I believe with complete faith ...

Right at the end of the shacharit service, one encounters Maimonides' Principles of Faith, the first of which reads: 'I believe with complete faith that the Creator, Blessed is His Name, creates and guides all creatures and that He alone made, makes, and will make everything.' When praying or reading from the siddur, I try to extract the most from what I'm reading. I'm not going to promise that what follows will necessarily shed much light on Maimonides (a friend of mine gives classes on him, so if you'd like the professional lowdown, I'll give you my friend's number). However, my own experience in applying this principle could be of use.

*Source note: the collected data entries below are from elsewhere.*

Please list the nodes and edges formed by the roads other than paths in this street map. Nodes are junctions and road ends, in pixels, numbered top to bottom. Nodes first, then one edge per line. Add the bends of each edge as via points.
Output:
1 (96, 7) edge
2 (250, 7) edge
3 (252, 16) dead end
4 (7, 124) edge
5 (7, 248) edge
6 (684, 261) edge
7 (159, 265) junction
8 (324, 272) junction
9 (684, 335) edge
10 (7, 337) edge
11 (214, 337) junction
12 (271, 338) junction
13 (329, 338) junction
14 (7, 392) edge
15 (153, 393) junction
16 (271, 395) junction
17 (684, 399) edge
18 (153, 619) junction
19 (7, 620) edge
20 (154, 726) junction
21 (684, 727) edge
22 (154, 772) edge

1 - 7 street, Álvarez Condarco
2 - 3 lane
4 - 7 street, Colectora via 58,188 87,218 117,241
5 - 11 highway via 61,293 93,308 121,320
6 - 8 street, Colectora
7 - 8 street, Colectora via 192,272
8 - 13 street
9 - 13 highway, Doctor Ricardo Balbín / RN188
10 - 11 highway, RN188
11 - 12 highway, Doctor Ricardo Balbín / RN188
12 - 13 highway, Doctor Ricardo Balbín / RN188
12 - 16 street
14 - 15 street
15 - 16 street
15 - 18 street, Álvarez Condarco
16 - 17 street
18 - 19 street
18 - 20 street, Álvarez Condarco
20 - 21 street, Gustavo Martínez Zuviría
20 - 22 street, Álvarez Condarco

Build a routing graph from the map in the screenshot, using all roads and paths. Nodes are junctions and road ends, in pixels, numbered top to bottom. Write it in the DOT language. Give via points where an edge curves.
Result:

The first thing to say is that any statement which begins with 'I believe with complete faith' does not accurately depict my conscious state on Tuesday morning, say. My mind often resembles a pack of disparate leashed dogs exercised by a dog walker in Haggerston park, inquisitive, playful, and occasionally entangled: a perplexity of different trains of thought, but benign and united. On a bad day, the dogs get loose, and then we are in trouble. A disassembled mind is hard to reassemble. You have probably seen posters up for lost puppies. Well, I am sometimes tempted to put up posters asking if anyone has seen certain errant parts of my mind. This First Principle of Faith is a useful homing whistle to the lost dogs. They will never be brought completely to heel, but the desire to work towards that belief is all that is required to actually move towards it. Listen out for whistle, and the homing process takes care of itself.

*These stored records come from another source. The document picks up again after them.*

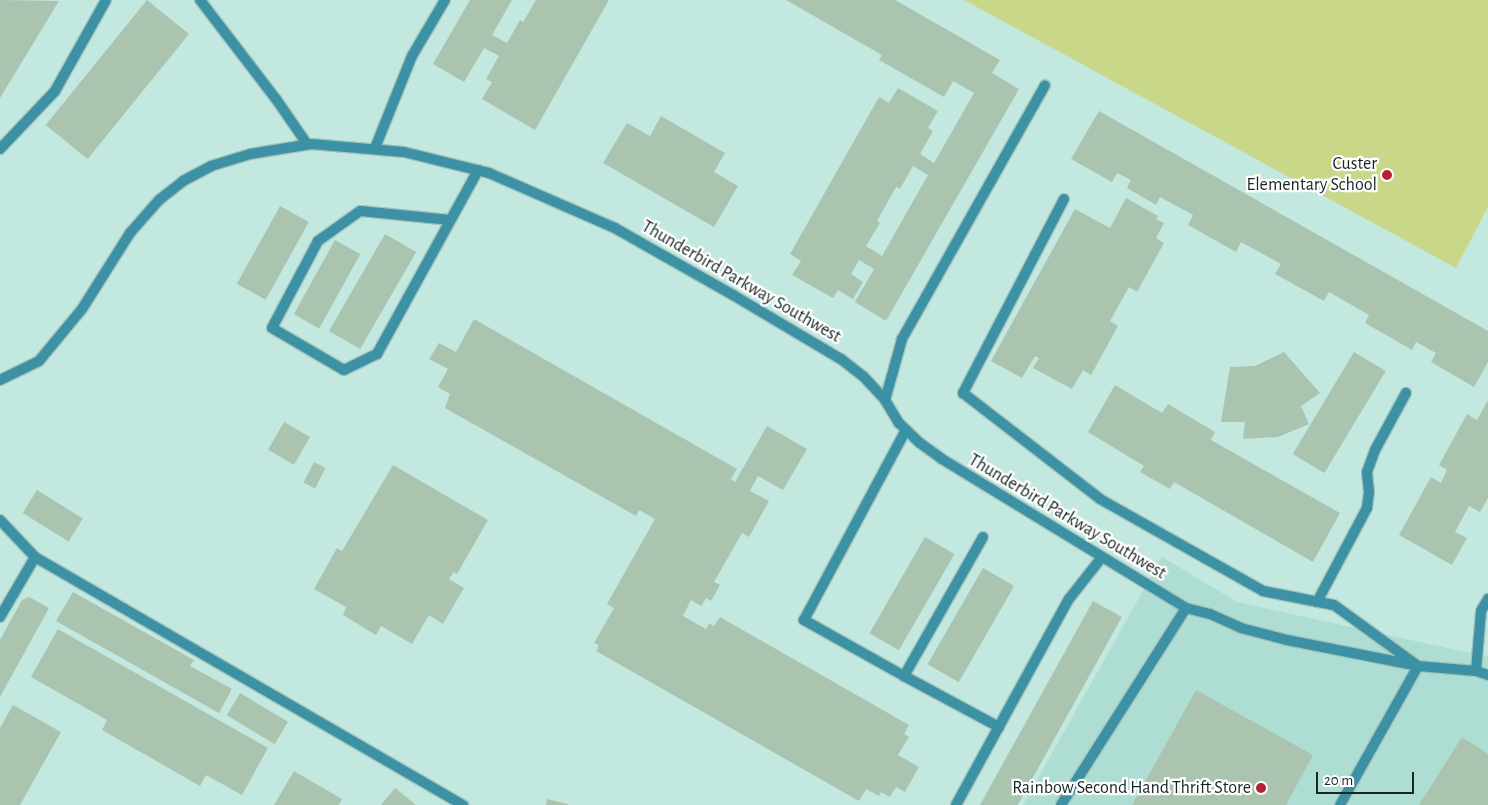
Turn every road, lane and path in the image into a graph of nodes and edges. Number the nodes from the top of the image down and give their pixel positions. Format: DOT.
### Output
graph roads {
  1 [pos="106,0"];
  2 [pos="200,0"];
  3 [pos="445,0"];
  4 [pos="1045,85"];
  5 [pos="307,144"];
  6 [pos="375,148"];
  7 [pos="0,149"];
  8 [pos="478,170"];
  9 [pos="1064,199"];
  10 [pos="450,220"];
  11 [pos="0,380"];
  12 [pos="1406,393"];
  13 [pos="885,400"];
  14 [pos="906,430"];
  15 [pos="0,520"];
  16 [pos="983,537"];
  17 [pos="34,557"];
  18 [pos="1102,557"];
  19 [pos="1488,599"];
  20 [pos="1317,602"];
  21 [pos="1186,608"];
  22 [pos="0,617"];
  23 [pos="1418,666"];
  24 [pos="1476,671"];
  25 [pos="1488,675"];
  26 [pos="904,676"];
  27 [pos="999,727"];
  28 [pos="463,805"];
  29 [pos="956,805"];
  30 [pos="1061,805"];
  31 [pos="1340,805"];
  1 -- 7 [label="street"];
  2 -- 5 [label="street"];
  3 -- 6 [label="street"];
  4 -- 13 [label="street"];
  5 -- 6 [label="street, Thunderbird Parkway Southwest"];
  5 -- 11 [label="street, Thunderbird Parkway Southwest"];
  6 -- 8 [label="street, Thunderbird Parkway Southwest"];
  8 -- 10 [label="street"];
  8 -- 13 [label="street, Thunderbird Parkway Southwest"];
  9 -- 20 [label="street"];
  10 -- 10 [label="street"];
  12 -- 20 [label="street"];
  13 -- 14 [label="street, Thunderbird Parkway Southwest"];
  14 -- 18 [label="street, Thunderbird Parkway Southwest"];
  14 -- 26 [label="street"];
  15 -- 17 [label="street"];
  16 -- 26 [label="street"];
  17 -- 22 [label="street"];
  17 -- 28 [label="street"];
  18 -- 21 [label="street, Thunderbird Parkway Southwest"];
  18 -- 27 [label="street"];
  19 -- 24 [label="street"];
  20 -- 23 [label="street"];
  21 -- 23 [label="street, Thunderbird Parkway Southwest"];
  21 -- 30 [label="street"];
  23 -- 24 [label="street, Thunderbird Parkway Southwest"];
  23 -- 31 [label="street"];
  24 -- 25 [label="street, Thunderbird Parkway Southwest"];
  26 -- 27 [label="street"];
  27 -- 29 [label="street"];
}
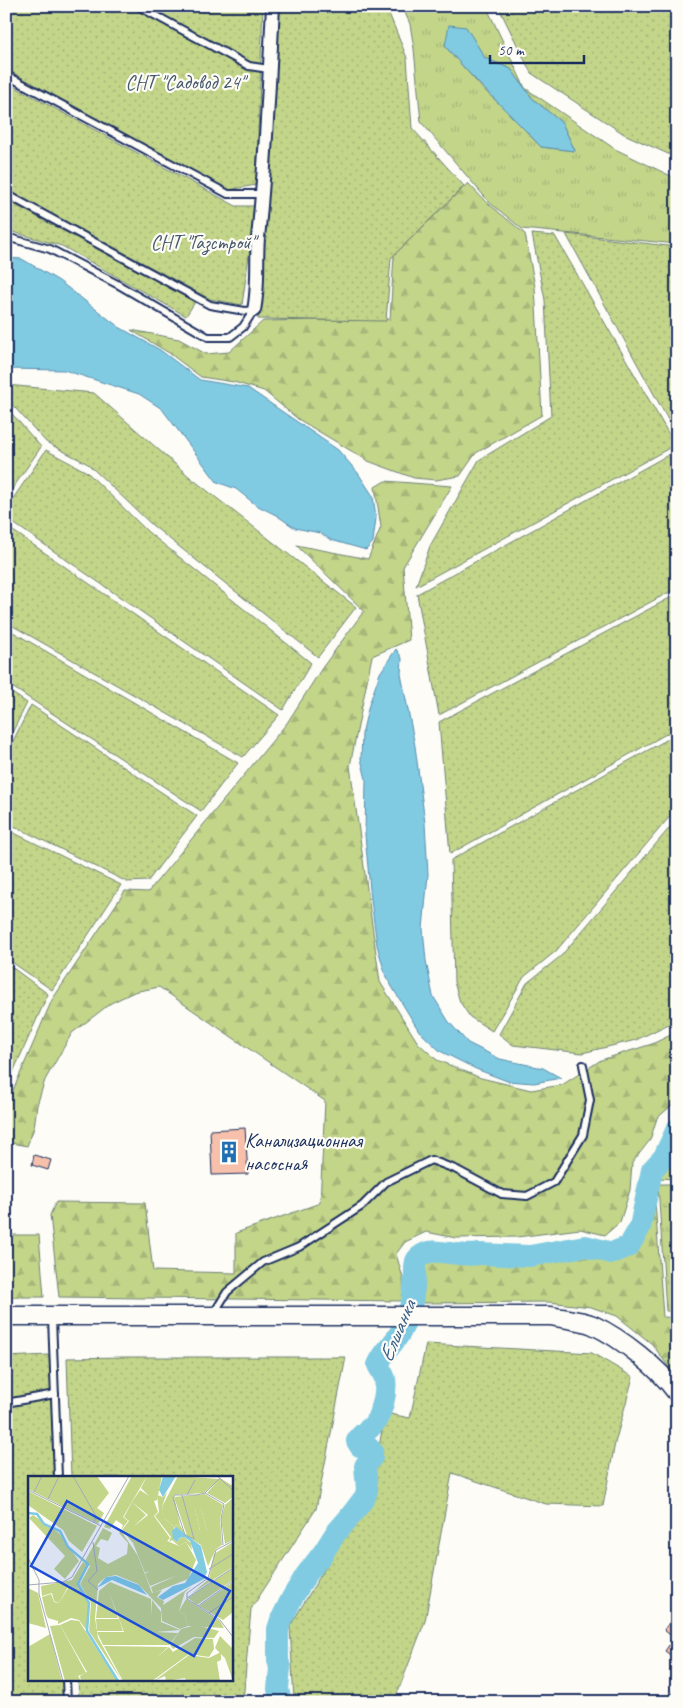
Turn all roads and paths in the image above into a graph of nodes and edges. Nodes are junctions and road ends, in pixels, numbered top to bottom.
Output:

There is no point in commanding me to believe something: that does not work. My immediate response is to react, resist, reject, and reproach. Tell me I do not have to believe an idea and ask me instead to actually apply the idea, and we are in with a chance. When I apply a true idea, its truth reveals itself to be me in the application. I learned to swim in the water, not on the bank. So I apply this Principle, treating it as true, and seeing how it illuminates the subject I apply it to.

Truth is always the antidote, whatever the venom. The two truths contained in this Principle: the creative force, and the sole nature of that creative force, address a couple of mental pests that can ruin your whole day. My other half listens to Radio Four in the mornings in the kitchen. I enter the room only to refill my coffee every twenty minutes. Each time, the voices emanating from the satanic box are bemoaning some benighted state of affairs. One might conclude, firstly, that the guidance is on the fritz, and, secondly, that there is seriously dirty work afoot, that there is a competing creative force in the universe, and not a good one.

Although not all the data are in, the evidence so far suggests that not everyone is guided by the Creator at all times. Let's not name names. You know who I'm talking about. However, the truth is this: the guidance is always there, broadcasting on all frequencies like the USS Enterprise hailing signal. Whether or not I want to listen is up to me. The competing guidance (the animal soul, the yetzer hara, the ego), insistent and beguiling as it is, is not an equal and opposite force but a tiny, mad idea, a bad dream, a glitch in the programming. I am not that voice. I am not its content: the worldly grasping, carping, fussing, fretting, indignation, and bile. I am the picker, the exerciser of will: which voice am I going to listen to, the imperious Rumpelstiltskin of the bodily ego, or the Higher Voice guiding all creation? Surrender entirely to the Higher Guidance, and one awakens from the dream.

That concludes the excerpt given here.